A law enforcement officer has to make split second decisions during a dynamic flowing and life threatening situation which unfolds in seconds. Due to the amazing amount of responsibility given to law enforcement officers when dealing with lethal situations the United States Supreme Court has been presented with numerous cases over the years with the task of interpreting if the officer’s actions, during this dynamically and unpredictably unfolding sequence of events, was reasonable, proper and legal. Via the review of numerous cases involving officers using force, and deadly force, the U.S. Supreme Court has set forth some important legal guidelines both for the use of deadly force itself, and for the inquiries which must be conducted before such use results in civil liability in a federal civil rights claim.

One of the area in which the United States Supreme Court has addressed in its’ decision involves the application by the lower courts in applying these guidelines and principles in the context of federal constitutional claims for use of deadly force against apparently armed or dangerous suspects. One of the most important defenses available to individual law enforcement officers who wind up finding themselves as defendants in state civil or federal civil rights lawsuits is that of qualified immunity. Qualified immunity is what is known as an “affirmative” defense, which means that it must be raised by a defendant, or else it is lost.

The essence of the concept is that, because police officers are often called upon to make difficult decisions, sometimes with only split seconds to respond, they ought not have to face civil liability or the burden of the litigation process, including discovery and trial, in circumstances where they have not acted in violation of clearly established law. Because the immunity involved offers the officer relief not just from civil liability, but also from the burdens of litigation, a trial court’s denial of a defendant officer’s motion for qualified immunity is, with some exceptions, subject to immediate appeal (Anderson v. Creighton, 1987) and (Mitchell v.

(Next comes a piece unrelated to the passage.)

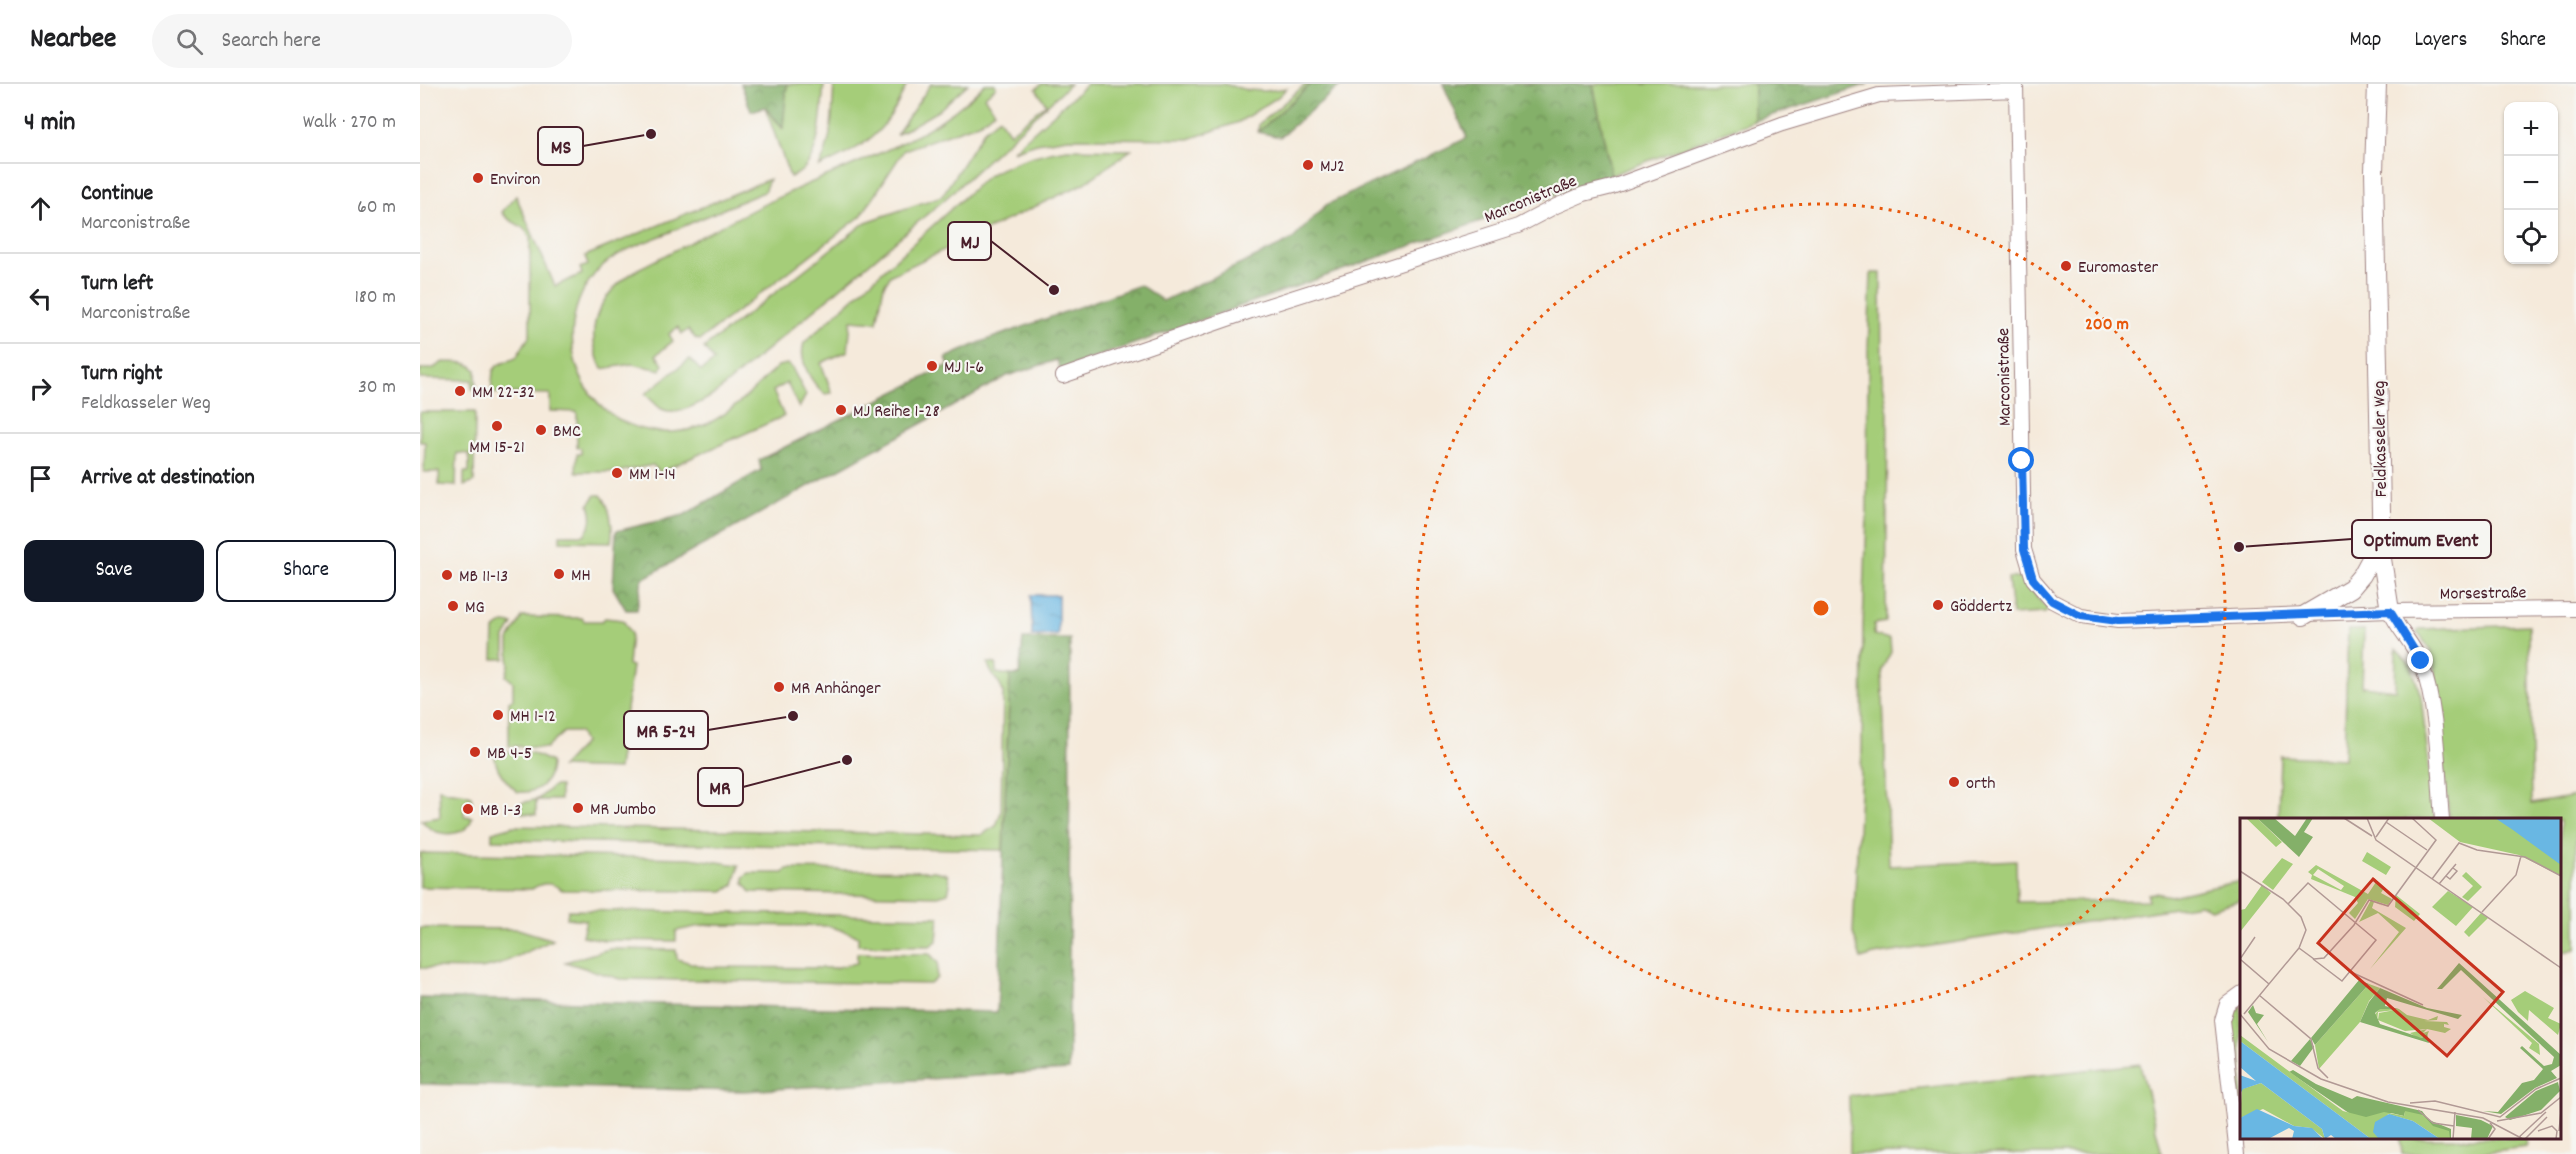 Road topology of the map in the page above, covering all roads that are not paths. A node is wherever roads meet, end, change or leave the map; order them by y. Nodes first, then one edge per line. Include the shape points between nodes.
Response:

Forsyth, 1985).

In circumstances where the defense of qualified immunity is upheld, an officer will not be found liable, even if their conduct, such as the use of deadly force, actually could be said to have violated the plaintiff’s federal civil rights, so long as an objectively reasonable officer could have believed, under the circumstances, that the conduct was lawful and this assessment is accomplished via the review and evaluation of the totality of the circumstances.

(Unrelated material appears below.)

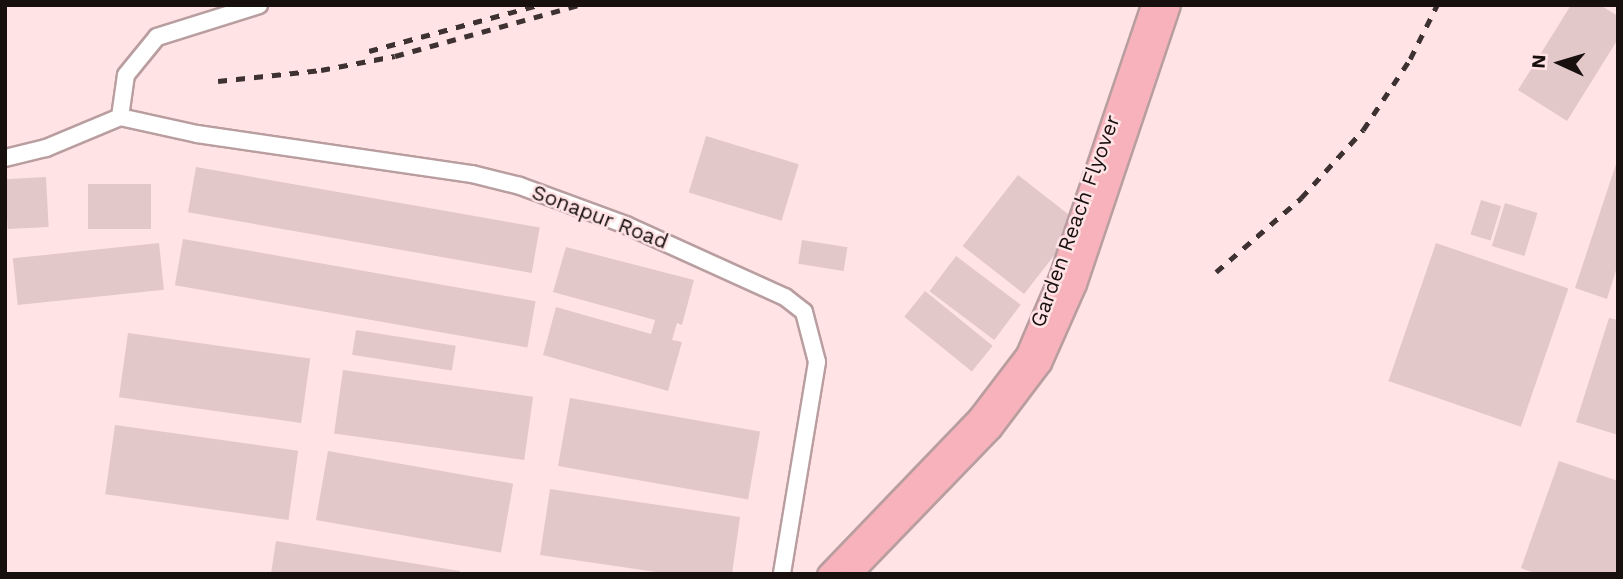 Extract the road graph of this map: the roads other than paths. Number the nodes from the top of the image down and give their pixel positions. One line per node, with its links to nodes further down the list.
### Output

When we examine another one of the U.S. Supreme Court decisions’ which is the case of  Brosseau v. Haugen (2004) we see that the decision in this case illustrates the application of this principle in the context of the use of deadly force, and ruled that an officer who shot a fleeing felon motorist in the back was entitled to qualified immunity, when prior case law did not clearly establish that her conduct violated his Fourth Amendment rights.

An examination of this specific case reveals that an officer learned that a man was wanted on a felony no-bail warrant for drugs and other offenses, and heard a report of a "ruckus" at his mother's house. The suspect attempted to flee in a vehicle, getting into a Jeep and trying to start it. The officer ran to the Jeep with her handgun drawn and ordered him to stop. As the suspect fumbled with his keys, she hit the driver's side window several times with her handgun and, on the third or fourth try, broke the window. She had mace and a baton, but allegedly did not use them, instead trying to grab the car keys.

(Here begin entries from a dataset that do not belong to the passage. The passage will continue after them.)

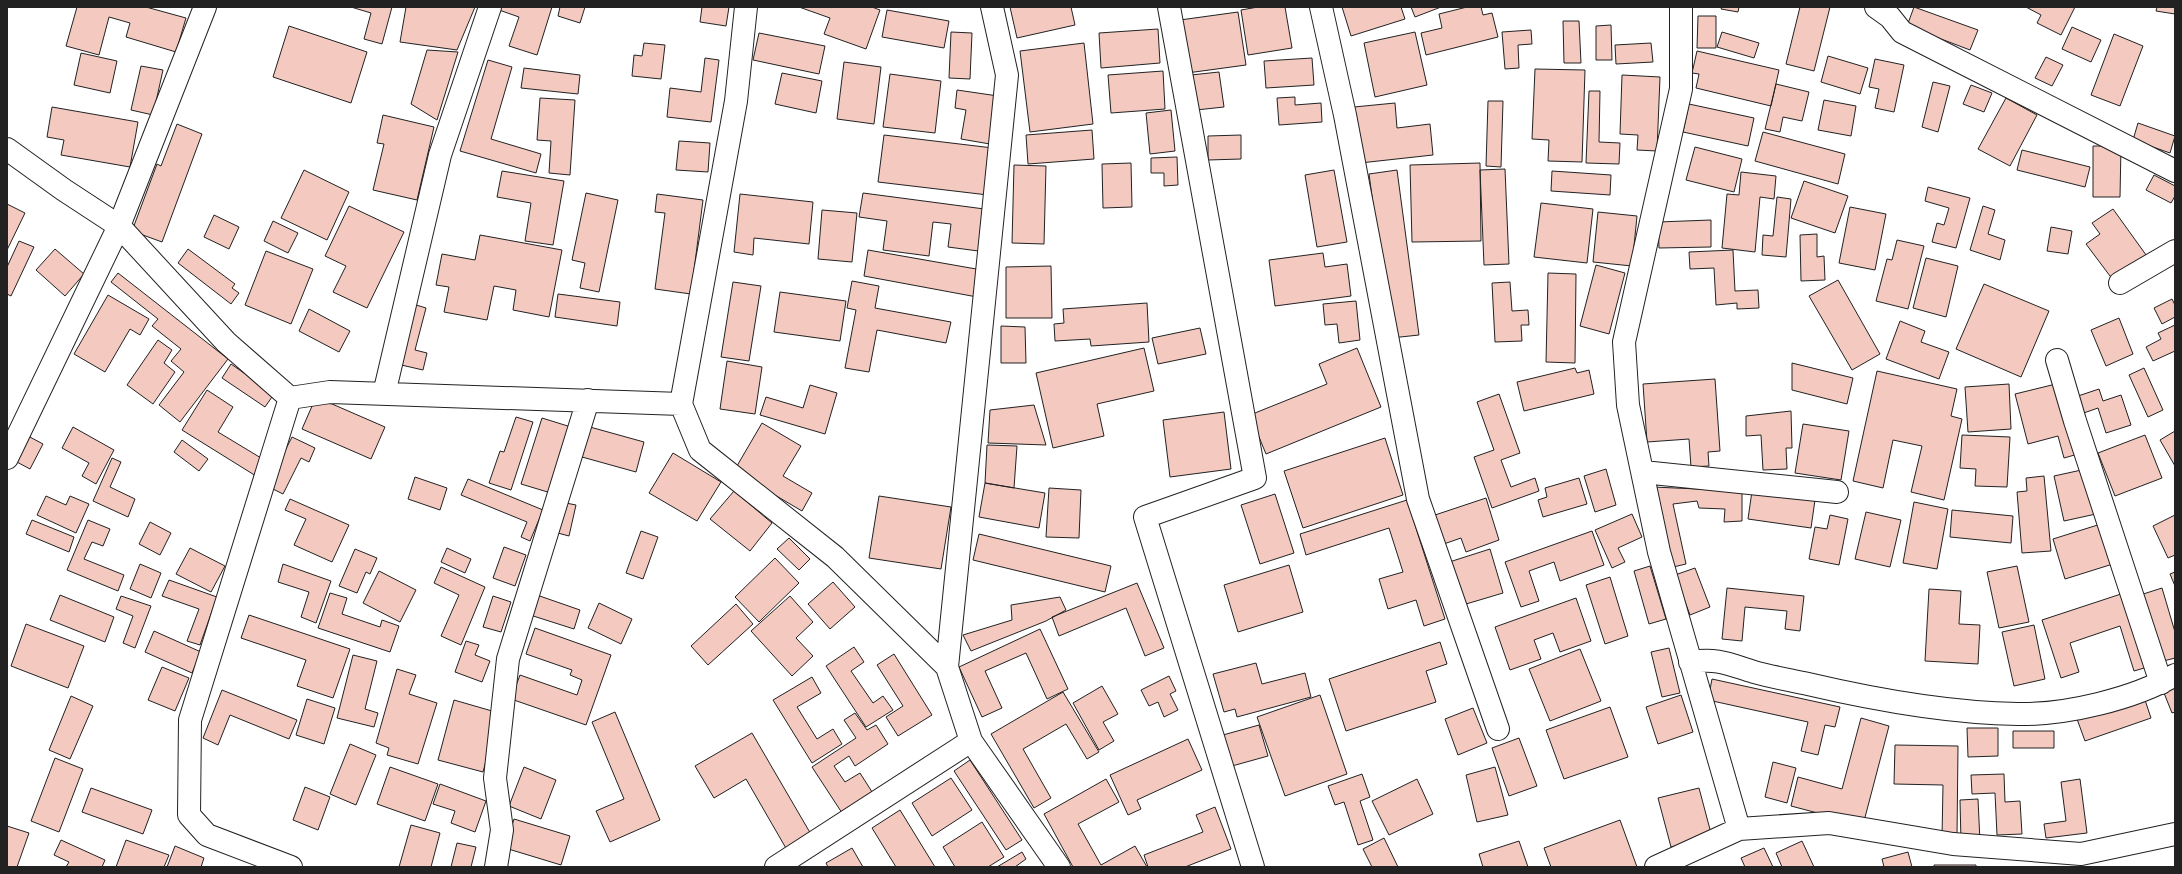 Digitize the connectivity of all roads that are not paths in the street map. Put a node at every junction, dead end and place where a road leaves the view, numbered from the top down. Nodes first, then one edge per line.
1 (206, 7) edge
2 (490, 7) edge
3 (746, 7) edge
4 (992, 7) edge
5 (1169, 7) edge
6 (1321, 7) edge
7 (1681, 7) edge
8 (1876, 7) edge
9 (7, 149) edge
10 (2175, 171) edge
11 (119, 226) junction
12 (2175, 251) edge
13 (2120, 284) dead end
14 (2058, 360) dead end
15 (384, 394) junction
16 (290, 398) junction
17 (588, 400) junction
18 (681, 404) junction
19 (7, 458) edge
20 (1643, 472) junction
21 (1837, 492) dead end
22 (1690, 662) junction
23 (947, 667) junction
24 (2168, 679) edge
25 (1498, 729) dead end
26 (971, 741) junction
27 (1739, 829) junction
28 (2175, 834) edge
29 (291, 867) edge
30 (496, 867) edge
31 (776, 867) edge
32 (1059, 867) edge
33 (1253, 867) edge
34 (1656, 867) edge

1 - 11 street
2 - 15 street
3 - 18 street
4 - 23 street
5 - 33 street
6 - 25 street
7 - 20 street
8 - 10 street
9 - 11 street
11 - 16 street
11 - 19 street
12 - 13 street
14 - 24 street
15 - 16 street
15 - 17 street
16 - 29 street
17 - 18 street
17 - 30 street
18 - 23 street
20 - 21 street
20 - 22 street
22 - 24 street
22 - 27 street
23 - 26 street
26 - 31 street
26 - 32 street
27 - 28 street
27 - 34 street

Either before he pulled away, or just after he started to do so, the evidence concerning this specific fact is conflicting, the officer shot him in the back. Because he did not stop, the officer believed she had missed him, but she did not take a second shot, believing the risk to be too great as he began to drive away and others being in the potential line of fire; however, the driver subsequently pulled over and passed out.

A federal appeals court ruled that the officer who shot the suspect did not act reasonably if there was no evidence that he posed a threat of serious harm to others or was armed with a weapon, overturning a grant of qualified immunity to the officer by the trial court  (Haugen v. Brosseau, 9th Cir. 2003). There was an appeal to the United States Supreme Court and the U.S. Supreme Court disagreed with the appellate court and they ruled that the officer was, indeed, entitled to qualified immunity.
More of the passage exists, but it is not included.